▶ _Exercise directions_
What is needed is an exact repeat of the entries, with no pictures in it.

Excerpts from a dataset:
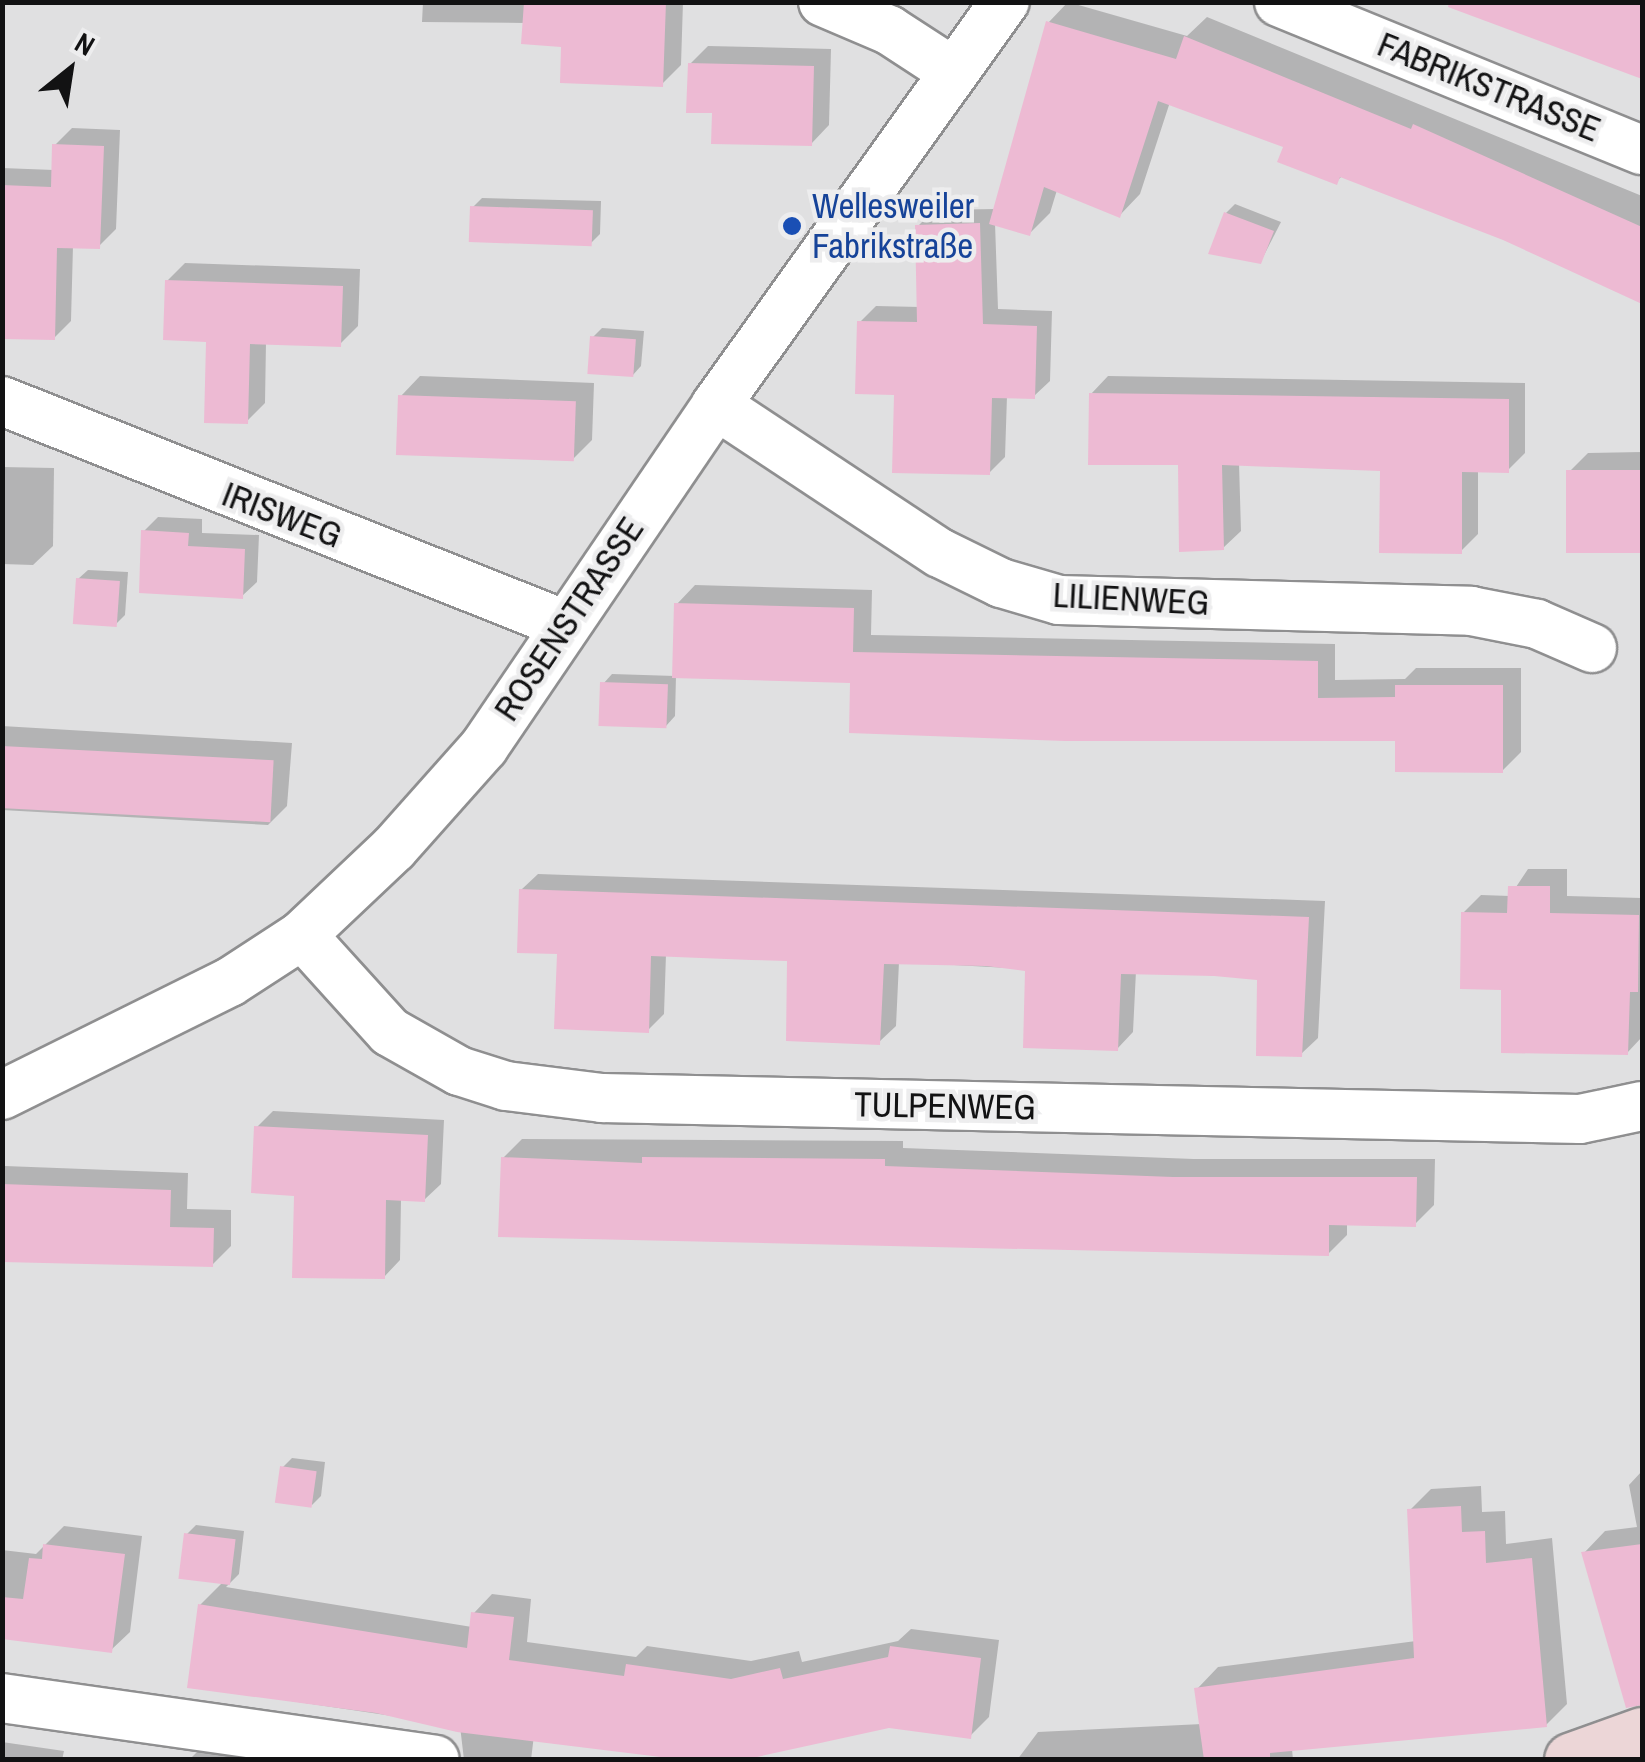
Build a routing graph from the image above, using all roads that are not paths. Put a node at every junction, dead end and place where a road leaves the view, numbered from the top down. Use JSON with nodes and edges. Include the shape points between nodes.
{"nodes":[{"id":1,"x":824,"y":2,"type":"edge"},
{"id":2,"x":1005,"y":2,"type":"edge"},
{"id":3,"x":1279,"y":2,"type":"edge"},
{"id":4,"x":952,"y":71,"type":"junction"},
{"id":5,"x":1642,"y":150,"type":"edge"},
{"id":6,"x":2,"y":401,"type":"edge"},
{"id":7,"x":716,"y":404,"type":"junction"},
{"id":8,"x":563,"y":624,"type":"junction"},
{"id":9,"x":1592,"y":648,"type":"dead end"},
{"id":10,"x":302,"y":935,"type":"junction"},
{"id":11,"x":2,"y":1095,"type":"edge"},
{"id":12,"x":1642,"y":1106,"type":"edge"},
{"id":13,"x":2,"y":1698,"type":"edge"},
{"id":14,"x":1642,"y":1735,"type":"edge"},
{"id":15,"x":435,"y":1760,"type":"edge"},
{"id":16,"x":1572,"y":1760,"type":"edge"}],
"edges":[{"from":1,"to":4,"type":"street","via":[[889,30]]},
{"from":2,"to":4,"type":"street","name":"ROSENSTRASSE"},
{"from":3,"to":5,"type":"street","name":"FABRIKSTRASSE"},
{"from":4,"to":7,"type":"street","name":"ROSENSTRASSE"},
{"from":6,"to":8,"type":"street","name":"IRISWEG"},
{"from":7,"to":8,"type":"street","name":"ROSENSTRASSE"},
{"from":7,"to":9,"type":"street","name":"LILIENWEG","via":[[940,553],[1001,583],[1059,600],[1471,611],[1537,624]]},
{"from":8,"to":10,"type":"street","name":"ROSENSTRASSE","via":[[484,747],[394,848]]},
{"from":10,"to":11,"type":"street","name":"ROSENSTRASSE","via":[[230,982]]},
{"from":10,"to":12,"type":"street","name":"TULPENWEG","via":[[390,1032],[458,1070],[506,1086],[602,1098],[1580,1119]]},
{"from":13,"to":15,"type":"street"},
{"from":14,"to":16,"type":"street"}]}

▶ _Expected answer_
Build a routing graph from the image above, using all roads that are not paths. Put a node at every junction, dead end and place where a road leaves the view, numbered from the top down. Use JSON with nodes and edges. Include the shape points between nodes.
{"nodes":[{"id":1,"x":824,"y":2,"type":"edge"},
{"id":2,"x":1005,"y":2,"type":"edge"},
{"id":3,"x":1279,"y":2,"type":"edge"},
{"id":4,"x":952,"y":71,"type":"junction"},
{"id":5,"x":1642,"y":150,"type":"edge"},
{"id":6,"x":2,"y":401,"type":"edge"},
{"id":7,"x":716,"y":404,"type":"junction"},
{"id":8,"x":563,"y":624,"type":"junction"},
{"id":9,"x":1592,"y":648,"type":"dead end"},
{"id":10,"x":302,"y":935,"type":"junction"},
{"id":11,"x":2,"y":1095,"type":"edge"},
{"id":12,"x":1642,"y":1106,"type":"edge"},
{"id":13,"x":2,"y":1698,"type":"edge"},
{"id":14,"x":1642,"y":1735,"type":"edge"},
{"id":15,"x":435,"y":1760,"type":"edge"},
{"id":16,"x":1572,"y":1760,"type":"edge"}],
"edges":[{"from":1,"to":4,"type":"street","via":[[889,30]]},
{"from":2,"to":4,"type":"street","name":"ROSENSTRASSE"},
{"from":3,"to":5,"type":"street","name":"FABRIKSTRASSE"},
{"from":4,"to":7,"type":"street","name":"ROSENSTRASSE"},
{"from":6,"to":8,"type":"street","name":"IRISWEG"},
{"from":7,"to":8,"type":"street","name":"ROSENSTRASSE"},
{"from":7,"to":9,"type":"street","name":"LILIENWEG","via":[[940,553],[1001,583],[1059,600],[1471,611],[1537,624]]},
{"from":8,"to":10,"type":"street","name":"ROSENSTRASSE","via":[[484,747],[394,848]]},
{"from":10,"to":11,"type":"street","name":"ROSENSTRASSE","via":[[230,982]]},
{"from":10,"to":12,"type":"street","name":"TULPENWEG","via":[[390,1032],[458,1070],[506,1086],[602,1098],[1580,1119]]},
{"from":13,"to":15,"type":"street"},
{"from":14,"to":16,"type":"street"}]}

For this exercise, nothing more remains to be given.